[Collected data entries]
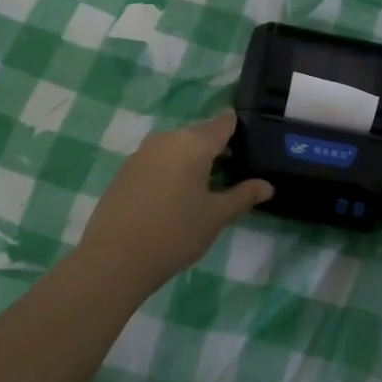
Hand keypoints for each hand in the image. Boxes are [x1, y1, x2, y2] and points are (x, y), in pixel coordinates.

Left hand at [76, 112, 272, 298]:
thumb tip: (267, 186)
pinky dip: (171, 172)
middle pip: (200, 135)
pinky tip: (174, 200)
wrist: (114, 259)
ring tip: (205, 192)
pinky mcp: (125, 170)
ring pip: (177, 148)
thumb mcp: (216, 216)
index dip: (239, 131)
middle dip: (217, 151)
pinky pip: (158, 161)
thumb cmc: (174, 233)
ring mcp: (142, 153)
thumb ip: (243, 196)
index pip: (224, 122)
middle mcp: (167, 138)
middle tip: (232, 178)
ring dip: (193, 163)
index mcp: (193, 142)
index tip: (251, 148)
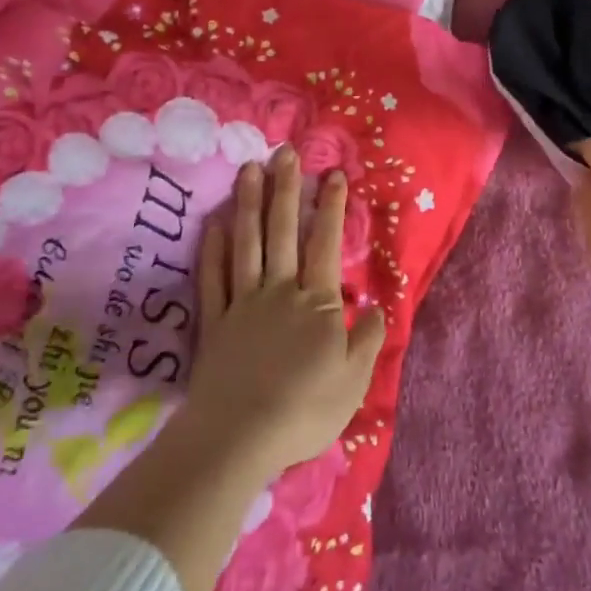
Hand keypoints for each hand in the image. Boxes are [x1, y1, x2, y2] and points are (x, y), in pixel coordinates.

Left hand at [185, 147, 385, 479]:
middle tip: (286, 152)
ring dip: (249, 204)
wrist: (238, 438)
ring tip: (250, 169)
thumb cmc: (305, 409)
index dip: (332, 208)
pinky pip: (213, 279)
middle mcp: (279, 291)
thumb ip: (368, 338)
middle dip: (287, 189)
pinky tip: (214, 223)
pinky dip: (212, 249)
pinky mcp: (214, 324)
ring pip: (247, 244)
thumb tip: (378, 304)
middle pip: (282, 232)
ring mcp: (243, 304)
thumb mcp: (354, 380)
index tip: (334, 174)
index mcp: (317, 302)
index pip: (326, 244)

• **Exercise instructions**
An exact copy of all the records is required, with the pictures omitted.

• **Answer to the problem**
Hand keypoints for each hand in the image. Boxes are [x1, y1, x2, y2] and points are (x, y), in pixel coordinates.

Left hand at [76, 112, 272, 298]:
thumb tip: (267, 186)
pinky dip: (171, 172)
middle pip: (200, 135)
pinky tip: (174, 200)
wrist: (114, 259)
ring tip: (205, 192)
pinky mcp: (125, 170)
ring pip: (177, 148)
thumb mcp: (216, 216)
index dip: (239, 131)
middle dip: (217, 151)
pinky pip: (158, 161)
thumb cmc: (174, 233)
ring mcp: (142, 153)
thumb ip: (243, 196)
index pip: (224, 122)
middle mcp: (167, 138)
middle tip: (232, 178)
ring dip: (193, 163)
index mcp: (193, 142)
index tip: (251, 148)
Hand keypoints for each hand in the image. Boxes are [x1, y1, x2, y2] and points are (x, y), in pixel coordinates.

Left hand at [185, 147, 385, 479]:
middle tip: (286, 152)
ring dip: (249, 204)
wrist: (238, 438)
ring tip: (250, 169)
thumb cmc: (305, 409)
index dip: (332, 208)
pinky pip: (213, 279)
middle mcp: (279, 291)
thumb ip: (368, 338)
middle dip: (287, 189)
pinky tip: (214, 223)
pinky dip: (212, 249)
pinky mcp: (214, 324)
ring pip: (247, 244)
thumb tip: (378, 304)
middle pip: (282, 232)
ring mcp: (243, 304)
thumb mcp: (354, 380)
index tip: (334, 174)
index mcp: (317, 302)
index pip: (326, 244)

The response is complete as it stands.